The delivery of the translational machinery to the 5′-end can occur due to long-distance kissing-loop interactions between RNA hairpins in BTE and the 5′-UTR (Guo et al. 2001). Thus, TED and BTE behave in a similar way to strongly stimulate cap-independent translation, without exhibiting any conservation of sequence or secondary structure. Whether BTE or TED require participation of canonical translation initiation factors for their action remains to be investigated. Another distinct enhancer element identified in Tombusvirus, Tomato bushy stunt virus (TBSV), has been termed the 3′-cap-independent translational enhancer. The TBSV 5′-UTR folds into a complex RNA structure, which was recently demonstrated to physically interact with the 3′CITE in vitro (Fabian and White 2004). Formation of 5′–3′ RNA interactions correlates well with efficient translation in vivo and might support the transfer of the translational machinery from the 3′ to the 5′-end of the RNA as suggested for BTE and TED (Figure 5).

 3′ cap-independent translational enhancer (3′ CITE)-mediated translation. a | General 3′ CITE model showing the long-range interaction (indicated by the double-headed arrow) that positions the eukaryotic translation initiation factor 4F (eIF4F)-bound 3′ CITE close to the 5′ end of the genome, where it enables eIF4F-mediated recruitment of the 40S ribosomal subunit to the 5′ end to initiate translation. Interacting sequences are shown in green. b | Dual 3′ CITE model. Pea enation mosaic virus (PEMV) contains two different types of 3′ CITE: a panicum mosaic virus-like translational enhancer (PTE), which is located in the 3′UTR and binds to eIF4F; and a kissing-loop T-shaped structure (kl-TSS), which is positioned immediately upstream and binds directly to the 60S ribosome subunit and mediates long-distance RNA–RNA base pairing with a 5′-proximal hairpin. c–e | Internal ribosome entry site (IRES)-mediated translation. c | The foot-and-mouth disease virus (FMDV) IRES is stimulated by the 3′ UTR, which engages in long-range contacts with two regions in the 5′ UTR: the IRES and a region that has been shown to be involved in genome replication, which is known as the S-region.
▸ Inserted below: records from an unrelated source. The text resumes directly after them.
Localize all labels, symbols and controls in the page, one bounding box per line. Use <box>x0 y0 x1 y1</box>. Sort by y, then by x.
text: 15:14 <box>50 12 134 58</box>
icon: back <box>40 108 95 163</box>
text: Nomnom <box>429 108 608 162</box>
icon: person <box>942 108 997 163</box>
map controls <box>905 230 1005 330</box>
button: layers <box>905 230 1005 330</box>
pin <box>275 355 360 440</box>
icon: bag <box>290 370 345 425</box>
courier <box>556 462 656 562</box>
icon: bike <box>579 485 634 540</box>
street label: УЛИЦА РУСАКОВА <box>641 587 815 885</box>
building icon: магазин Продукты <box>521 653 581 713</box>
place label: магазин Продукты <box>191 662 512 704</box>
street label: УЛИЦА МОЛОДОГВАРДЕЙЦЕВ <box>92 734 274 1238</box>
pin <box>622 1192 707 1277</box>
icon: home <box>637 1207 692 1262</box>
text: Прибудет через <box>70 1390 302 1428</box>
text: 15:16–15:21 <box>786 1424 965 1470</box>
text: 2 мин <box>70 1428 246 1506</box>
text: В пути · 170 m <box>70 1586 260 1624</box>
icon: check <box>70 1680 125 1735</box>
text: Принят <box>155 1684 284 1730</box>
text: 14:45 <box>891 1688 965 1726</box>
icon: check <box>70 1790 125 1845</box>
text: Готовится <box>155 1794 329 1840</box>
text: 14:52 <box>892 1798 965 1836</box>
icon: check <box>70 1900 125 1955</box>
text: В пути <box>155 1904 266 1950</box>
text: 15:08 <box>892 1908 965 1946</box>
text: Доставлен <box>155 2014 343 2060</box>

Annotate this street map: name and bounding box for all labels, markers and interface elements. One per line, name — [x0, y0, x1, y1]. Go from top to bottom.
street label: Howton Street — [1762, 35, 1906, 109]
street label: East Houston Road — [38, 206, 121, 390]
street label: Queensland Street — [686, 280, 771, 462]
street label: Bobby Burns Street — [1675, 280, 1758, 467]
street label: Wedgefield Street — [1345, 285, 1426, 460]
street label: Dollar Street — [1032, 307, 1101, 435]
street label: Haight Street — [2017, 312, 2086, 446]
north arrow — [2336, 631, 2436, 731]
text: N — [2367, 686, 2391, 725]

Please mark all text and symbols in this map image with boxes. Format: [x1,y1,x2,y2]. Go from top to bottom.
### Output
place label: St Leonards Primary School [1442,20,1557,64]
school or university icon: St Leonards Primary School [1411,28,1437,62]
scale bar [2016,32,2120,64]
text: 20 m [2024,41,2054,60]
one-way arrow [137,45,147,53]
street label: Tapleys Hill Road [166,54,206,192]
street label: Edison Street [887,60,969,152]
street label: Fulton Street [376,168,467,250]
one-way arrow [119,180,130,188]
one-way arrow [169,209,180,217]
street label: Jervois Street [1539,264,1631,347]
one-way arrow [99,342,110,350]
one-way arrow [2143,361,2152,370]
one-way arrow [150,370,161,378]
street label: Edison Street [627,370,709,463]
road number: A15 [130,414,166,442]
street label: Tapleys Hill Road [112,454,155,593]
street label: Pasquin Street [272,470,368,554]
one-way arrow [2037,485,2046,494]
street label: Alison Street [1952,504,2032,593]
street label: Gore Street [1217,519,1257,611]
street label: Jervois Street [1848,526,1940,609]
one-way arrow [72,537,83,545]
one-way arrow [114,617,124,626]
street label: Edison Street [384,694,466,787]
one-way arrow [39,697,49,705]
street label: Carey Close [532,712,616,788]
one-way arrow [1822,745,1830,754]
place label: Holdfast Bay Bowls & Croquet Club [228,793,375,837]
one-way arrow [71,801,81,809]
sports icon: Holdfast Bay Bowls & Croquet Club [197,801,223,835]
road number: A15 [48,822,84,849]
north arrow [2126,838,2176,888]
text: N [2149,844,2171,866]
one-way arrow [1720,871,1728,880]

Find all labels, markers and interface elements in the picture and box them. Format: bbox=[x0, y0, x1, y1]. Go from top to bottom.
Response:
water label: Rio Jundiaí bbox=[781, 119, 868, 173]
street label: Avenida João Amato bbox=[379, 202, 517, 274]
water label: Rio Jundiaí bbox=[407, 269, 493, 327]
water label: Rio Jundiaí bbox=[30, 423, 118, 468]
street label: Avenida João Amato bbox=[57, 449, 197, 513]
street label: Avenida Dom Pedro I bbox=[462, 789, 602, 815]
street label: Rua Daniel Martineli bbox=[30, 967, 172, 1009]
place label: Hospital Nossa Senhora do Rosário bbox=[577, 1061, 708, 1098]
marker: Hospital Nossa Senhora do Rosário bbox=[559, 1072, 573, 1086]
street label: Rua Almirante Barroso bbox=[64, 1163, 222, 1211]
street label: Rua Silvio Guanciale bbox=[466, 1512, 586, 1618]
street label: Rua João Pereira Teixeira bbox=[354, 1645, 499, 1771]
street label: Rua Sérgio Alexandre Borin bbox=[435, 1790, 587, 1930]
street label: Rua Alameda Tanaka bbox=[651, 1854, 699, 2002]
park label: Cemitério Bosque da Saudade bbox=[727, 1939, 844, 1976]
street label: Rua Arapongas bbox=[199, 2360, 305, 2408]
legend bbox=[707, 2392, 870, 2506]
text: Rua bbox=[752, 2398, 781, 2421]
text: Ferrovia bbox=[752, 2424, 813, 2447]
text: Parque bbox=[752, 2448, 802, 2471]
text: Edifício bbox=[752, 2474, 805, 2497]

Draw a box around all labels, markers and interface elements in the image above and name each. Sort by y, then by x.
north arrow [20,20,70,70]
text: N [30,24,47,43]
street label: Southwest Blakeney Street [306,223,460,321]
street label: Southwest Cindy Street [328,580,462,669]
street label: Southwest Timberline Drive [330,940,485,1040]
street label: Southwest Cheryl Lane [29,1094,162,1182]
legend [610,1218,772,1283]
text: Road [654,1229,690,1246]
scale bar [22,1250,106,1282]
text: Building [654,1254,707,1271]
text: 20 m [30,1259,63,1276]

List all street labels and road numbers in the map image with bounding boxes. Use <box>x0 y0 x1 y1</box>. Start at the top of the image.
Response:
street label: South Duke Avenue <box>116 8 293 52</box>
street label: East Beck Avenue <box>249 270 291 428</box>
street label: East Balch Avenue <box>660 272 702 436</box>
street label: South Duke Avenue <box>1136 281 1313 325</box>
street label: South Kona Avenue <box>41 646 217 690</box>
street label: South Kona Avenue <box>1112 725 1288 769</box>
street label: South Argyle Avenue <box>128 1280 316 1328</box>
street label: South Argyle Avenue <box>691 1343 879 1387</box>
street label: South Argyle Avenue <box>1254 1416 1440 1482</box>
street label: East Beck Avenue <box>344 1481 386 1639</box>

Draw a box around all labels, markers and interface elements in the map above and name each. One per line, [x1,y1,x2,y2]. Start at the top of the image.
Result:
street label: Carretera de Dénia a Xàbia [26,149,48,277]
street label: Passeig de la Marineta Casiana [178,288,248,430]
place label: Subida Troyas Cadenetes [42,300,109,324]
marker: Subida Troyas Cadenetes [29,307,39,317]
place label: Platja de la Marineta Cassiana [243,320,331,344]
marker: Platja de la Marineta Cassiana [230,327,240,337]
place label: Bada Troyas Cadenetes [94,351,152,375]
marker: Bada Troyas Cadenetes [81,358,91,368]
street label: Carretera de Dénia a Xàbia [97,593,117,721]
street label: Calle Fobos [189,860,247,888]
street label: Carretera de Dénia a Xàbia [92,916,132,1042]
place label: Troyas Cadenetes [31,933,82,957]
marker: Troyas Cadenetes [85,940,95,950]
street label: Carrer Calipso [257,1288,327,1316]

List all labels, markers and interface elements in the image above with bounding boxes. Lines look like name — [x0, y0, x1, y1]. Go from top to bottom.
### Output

The specific sequences that are involved in this interaction have not been identified and the interaction with the S-region may modulate genome replication. d | The 3′-terminal hexamer CGGCCC in classical swine fever virus (CSFV) is a negative modulator of IRES-mediated translation and may confer its inhibition by pairing with a ribosome-binding region in the IRES, thus blocking ribosome binding. e | Hepatitis C virus (HCV) IRES activity is negatively regulated by an interaction between helix IIId of the IRES and a bulge in the structure 5BSL3.2, which is located in the coding region of non-structural protein 5B (NS5B). The same bulge in 5BSL3.2 also interacts with a genomic sequence around position 9110 of the genome, and the terminal loop of 5BSL3.2 can pair with the 3′ SL2 element located in the 3′ UTR, which may modulate genome replication. These interactions may coordinate viral translation and genome replication.